▸ Task to complete:
Say how many lines in the data hold "Sahli". Nothing else belongs in the answer.

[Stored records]
-------------------------

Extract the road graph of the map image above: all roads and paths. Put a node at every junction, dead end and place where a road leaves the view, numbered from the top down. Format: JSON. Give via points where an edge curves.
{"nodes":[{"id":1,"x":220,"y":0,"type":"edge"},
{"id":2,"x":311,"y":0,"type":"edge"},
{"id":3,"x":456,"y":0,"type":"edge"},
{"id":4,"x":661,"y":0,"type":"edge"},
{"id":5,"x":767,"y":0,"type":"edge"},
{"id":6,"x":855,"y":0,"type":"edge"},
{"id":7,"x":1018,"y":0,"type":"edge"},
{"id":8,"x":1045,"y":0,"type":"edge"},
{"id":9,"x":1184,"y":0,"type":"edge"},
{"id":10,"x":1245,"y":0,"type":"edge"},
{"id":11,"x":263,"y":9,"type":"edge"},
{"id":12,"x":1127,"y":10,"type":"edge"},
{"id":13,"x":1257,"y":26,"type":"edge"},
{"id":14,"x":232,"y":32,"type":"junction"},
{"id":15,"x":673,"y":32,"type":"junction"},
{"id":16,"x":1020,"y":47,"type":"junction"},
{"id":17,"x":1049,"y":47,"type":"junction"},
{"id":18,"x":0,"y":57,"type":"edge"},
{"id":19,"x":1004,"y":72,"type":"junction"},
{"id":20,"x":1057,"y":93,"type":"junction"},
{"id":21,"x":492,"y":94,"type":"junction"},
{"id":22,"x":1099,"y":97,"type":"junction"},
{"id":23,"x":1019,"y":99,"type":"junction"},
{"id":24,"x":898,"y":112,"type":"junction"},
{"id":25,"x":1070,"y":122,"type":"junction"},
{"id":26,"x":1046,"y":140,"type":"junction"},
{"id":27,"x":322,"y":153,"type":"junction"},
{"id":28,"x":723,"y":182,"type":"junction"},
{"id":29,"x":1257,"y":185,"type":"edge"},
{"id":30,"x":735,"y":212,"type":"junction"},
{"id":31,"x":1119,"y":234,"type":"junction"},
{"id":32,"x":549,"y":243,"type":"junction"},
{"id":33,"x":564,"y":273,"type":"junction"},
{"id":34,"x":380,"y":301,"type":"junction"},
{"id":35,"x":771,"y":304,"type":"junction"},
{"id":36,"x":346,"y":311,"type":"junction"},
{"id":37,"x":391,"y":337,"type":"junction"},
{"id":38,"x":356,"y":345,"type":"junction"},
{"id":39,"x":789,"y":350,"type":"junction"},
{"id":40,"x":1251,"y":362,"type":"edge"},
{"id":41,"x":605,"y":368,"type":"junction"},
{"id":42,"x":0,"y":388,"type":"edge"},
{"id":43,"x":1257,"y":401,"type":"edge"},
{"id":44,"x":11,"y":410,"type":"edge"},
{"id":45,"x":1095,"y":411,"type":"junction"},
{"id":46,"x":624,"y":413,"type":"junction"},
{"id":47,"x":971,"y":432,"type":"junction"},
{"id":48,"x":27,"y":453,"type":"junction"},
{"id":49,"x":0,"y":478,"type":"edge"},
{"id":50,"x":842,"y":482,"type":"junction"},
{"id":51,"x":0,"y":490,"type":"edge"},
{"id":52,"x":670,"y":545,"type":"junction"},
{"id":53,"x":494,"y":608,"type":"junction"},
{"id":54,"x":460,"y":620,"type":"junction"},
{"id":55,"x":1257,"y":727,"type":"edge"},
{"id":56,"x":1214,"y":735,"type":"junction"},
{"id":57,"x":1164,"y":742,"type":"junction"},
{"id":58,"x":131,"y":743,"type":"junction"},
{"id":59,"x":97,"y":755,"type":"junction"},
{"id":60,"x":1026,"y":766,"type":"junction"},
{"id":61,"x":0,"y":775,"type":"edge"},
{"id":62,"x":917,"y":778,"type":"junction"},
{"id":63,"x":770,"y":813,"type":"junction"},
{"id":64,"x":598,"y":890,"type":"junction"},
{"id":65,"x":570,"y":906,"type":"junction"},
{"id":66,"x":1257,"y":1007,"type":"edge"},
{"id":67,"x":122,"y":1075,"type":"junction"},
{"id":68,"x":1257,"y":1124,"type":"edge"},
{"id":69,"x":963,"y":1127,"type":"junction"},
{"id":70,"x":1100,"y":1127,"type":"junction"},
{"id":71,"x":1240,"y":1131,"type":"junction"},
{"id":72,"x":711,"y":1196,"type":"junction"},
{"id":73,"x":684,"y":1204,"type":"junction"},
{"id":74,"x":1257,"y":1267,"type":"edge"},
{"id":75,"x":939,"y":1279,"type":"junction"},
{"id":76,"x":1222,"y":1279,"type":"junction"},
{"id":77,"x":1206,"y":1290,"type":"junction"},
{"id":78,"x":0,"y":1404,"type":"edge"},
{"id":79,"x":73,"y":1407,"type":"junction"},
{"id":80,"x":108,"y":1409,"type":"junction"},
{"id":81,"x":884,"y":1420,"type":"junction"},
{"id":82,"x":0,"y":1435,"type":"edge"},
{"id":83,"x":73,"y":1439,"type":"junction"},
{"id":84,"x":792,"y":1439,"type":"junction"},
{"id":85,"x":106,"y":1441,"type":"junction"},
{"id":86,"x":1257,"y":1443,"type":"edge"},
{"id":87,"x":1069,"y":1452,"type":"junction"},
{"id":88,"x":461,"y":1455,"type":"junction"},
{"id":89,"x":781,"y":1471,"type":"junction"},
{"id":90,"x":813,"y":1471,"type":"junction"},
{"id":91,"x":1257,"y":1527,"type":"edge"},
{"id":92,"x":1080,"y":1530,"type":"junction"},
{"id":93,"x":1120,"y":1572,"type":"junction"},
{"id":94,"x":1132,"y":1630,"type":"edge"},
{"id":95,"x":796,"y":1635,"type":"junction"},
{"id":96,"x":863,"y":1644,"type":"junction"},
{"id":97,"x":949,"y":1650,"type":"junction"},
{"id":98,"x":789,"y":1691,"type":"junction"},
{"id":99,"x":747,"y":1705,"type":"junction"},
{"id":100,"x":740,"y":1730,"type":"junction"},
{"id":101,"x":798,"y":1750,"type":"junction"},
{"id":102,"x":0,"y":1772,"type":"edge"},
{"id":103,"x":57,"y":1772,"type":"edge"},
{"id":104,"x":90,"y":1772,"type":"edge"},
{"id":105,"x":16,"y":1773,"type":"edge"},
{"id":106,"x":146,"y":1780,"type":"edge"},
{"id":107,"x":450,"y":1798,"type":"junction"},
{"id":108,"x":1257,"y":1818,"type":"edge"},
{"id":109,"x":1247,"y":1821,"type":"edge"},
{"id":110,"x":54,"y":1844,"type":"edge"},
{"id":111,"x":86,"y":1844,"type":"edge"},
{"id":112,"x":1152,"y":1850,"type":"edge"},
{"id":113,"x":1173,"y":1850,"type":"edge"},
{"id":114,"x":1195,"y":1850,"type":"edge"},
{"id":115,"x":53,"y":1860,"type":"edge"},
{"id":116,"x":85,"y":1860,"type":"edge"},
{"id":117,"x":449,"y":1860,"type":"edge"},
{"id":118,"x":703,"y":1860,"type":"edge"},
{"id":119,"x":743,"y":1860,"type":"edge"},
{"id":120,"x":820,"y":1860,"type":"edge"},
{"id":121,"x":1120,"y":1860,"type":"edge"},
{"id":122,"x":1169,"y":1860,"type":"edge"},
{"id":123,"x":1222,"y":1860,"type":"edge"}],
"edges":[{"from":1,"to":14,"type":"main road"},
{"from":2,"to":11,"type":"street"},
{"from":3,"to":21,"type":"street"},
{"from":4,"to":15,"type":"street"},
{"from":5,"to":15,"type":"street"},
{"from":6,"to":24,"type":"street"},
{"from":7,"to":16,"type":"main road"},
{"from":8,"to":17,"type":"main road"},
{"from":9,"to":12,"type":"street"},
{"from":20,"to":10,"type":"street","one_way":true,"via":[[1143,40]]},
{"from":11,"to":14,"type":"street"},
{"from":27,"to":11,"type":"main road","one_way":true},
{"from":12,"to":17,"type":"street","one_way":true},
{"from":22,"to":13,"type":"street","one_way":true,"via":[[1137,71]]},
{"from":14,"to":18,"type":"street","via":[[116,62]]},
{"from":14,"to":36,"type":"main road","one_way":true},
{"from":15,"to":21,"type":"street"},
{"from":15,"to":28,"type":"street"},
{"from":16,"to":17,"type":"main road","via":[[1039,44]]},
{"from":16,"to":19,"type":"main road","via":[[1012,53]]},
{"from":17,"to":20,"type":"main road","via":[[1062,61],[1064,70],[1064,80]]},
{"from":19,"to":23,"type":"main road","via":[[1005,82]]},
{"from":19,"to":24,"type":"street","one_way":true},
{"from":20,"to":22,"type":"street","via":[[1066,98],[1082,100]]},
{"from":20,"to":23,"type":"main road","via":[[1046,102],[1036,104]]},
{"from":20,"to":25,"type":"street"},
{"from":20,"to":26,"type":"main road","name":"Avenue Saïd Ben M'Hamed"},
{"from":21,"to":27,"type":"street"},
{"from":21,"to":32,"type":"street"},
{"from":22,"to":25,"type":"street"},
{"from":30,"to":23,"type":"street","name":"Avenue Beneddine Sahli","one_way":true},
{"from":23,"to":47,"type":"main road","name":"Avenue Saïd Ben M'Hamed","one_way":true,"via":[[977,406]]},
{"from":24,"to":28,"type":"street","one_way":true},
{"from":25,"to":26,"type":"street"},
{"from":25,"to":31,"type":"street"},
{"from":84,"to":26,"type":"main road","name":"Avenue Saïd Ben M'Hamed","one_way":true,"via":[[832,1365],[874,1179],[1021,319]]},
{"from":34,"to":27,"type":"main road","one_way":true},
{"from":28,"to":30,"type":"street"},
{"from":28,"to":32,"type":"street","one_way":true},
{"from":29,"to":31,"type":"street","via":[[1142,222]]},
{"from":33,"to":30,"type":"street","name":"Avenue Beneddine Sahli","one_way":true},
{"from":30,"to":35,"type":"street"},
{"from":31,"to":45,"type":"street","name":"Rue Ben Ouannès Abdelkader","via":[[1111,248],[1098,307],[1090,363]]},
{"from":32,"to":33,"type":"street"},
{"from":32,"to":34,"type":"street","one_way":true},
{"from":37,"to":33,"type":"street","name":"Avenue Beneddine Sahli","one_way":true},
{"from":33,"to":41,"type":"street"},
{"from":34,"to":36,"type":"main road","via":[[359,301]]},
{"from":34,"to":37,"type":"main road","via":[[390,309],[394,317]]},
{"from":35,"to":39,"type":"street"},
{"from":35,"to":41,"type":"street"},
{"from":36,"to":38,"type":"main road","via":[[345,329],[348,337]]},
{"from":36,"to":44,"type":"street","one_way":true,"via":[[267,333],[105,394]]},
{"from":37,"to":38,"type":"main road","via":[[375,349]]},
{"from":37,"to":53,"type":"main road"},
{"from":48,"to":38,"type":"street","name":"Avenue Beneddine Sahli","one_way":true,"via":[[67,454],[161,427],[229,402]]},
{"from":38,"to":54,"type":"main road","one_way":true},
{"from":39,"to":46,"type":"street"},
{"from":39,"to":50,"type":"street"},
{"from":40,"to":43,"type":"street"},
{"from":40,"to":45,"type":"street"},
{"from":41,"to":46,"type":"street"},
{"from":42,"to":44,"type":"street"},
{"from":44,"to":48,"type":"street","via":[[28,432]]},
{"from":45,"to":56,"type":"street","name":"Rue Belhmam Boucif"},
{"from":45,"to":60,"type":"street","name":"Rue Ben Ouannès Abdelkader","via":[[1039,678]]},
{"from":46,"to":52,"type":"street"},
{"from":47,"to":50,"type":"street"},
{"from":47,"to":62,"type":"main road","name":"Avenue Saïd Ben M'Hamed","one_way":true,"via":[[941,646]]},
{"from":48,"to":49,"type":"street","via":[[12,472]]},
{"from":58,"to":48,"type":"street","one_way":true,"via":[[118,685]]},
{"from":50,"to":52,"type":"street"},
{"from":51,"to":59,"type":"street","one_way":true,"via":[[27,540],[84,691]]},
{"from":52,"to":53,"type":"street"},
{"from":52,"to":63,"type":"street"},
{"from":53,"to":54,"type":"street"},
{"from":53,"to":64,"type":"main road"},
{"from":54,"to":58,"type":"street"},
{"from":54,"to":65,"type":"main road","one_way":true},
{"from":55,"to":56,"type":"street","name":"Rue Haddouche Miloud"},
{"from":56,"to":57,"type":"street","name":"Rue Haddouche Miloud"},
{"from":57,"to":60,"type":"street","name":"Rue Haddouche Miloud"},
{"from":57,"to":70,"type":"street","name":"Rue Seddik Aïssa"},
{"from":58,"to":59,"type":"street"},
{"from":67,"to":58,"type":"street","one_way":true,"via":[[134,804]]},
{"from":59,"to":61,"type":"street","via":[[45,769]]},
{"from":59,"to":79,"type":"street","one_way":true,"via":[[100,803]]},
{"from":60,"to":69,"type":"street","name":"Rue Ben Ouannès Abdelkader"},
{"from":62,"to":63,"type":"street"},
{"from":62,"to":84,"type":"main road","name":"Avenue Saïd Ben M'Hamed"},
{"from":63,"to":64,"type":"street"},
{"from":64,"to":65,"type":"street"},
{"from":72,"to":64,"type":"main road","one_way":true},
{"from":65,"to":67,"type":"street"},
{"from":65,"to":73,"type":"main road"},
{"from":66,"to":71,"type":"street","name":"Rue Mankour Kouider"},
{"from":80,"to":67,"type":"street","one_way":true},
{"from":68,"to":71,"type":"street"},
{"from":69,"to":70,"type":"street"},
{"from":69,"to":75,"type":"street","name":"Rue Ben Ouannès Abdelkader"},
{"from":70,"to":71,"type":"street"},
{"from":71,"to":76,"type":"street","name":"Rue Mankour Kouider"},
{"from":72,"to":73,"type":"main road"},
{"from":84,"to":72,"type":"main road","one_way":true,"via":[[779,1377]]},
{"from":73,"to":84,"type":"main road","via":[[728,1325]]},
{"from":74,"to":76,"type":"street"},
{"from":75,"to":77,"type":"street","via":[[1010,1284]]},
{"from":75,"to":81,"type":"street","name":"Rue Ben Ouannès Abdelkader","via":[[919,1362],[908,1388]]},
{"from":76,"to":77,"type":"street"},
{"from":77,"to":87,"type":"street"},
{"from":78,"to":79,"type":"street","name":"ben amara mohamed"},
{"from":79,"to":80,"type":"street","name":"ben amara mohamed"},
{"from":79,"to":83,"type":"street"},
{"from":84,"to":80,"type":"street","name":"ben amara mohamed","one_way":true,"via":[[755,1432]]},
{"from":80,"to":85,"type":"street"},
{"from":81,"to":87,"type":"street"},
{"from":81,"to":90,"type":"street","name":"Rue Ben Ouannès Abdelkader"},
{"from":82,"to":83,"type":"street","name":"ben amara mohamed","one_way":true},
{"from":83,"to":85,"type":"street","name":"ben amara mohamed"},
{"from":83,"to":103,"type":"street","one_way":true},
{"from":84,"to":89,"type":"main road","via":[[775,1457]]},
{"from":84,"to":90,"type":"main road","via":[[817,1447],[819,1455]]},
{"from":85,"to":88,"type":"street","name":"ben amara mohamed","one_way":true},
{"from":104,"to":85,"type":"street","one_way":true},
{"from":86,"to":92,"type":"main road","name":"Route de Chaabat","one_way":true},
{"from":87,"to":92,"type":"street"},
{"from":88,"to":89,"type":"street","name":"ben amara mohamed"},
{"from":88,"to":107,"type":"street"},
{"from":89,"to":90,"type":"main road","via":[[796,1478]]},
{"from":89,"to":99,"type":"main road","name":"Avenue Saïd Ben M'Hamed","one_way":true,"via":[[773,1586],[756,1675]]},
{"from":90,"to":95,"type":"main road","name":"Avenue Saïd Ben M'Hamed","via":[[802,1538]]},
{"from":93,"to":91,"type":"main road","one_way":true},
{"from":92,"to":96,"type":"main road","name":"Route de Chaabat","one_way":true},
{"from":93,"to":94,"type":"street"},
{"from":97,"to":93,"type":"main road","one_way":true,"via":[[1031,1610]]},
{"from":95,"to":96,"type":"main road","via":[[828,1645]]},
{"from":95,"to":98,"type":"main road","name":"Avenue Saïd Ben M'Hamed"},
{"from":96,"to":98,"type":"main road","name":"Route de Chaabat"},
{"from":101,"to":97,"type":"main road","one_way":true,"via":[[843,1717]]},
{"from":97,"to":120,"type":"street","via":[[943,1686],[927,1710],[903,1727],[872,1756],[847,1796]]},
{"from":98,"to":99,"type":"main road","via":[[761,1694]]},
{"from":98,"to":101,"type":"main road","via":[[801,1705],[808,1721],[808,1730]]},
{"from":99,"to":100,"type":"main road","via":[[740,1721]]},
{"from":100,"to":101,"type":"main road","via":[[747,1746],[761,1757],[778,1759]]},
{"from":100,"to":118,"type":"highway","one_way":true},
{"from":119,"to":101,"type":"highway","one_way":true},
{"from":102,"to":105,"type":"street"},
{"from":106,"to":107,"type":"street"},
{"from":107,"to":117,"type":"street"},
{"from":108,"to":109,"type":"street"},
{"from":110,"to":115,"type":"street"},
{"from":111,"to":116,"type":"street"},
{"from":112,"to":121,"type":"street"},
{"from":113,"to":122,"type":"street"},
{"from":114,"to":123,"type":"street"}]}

-------------------------

▸ Result for this task:
4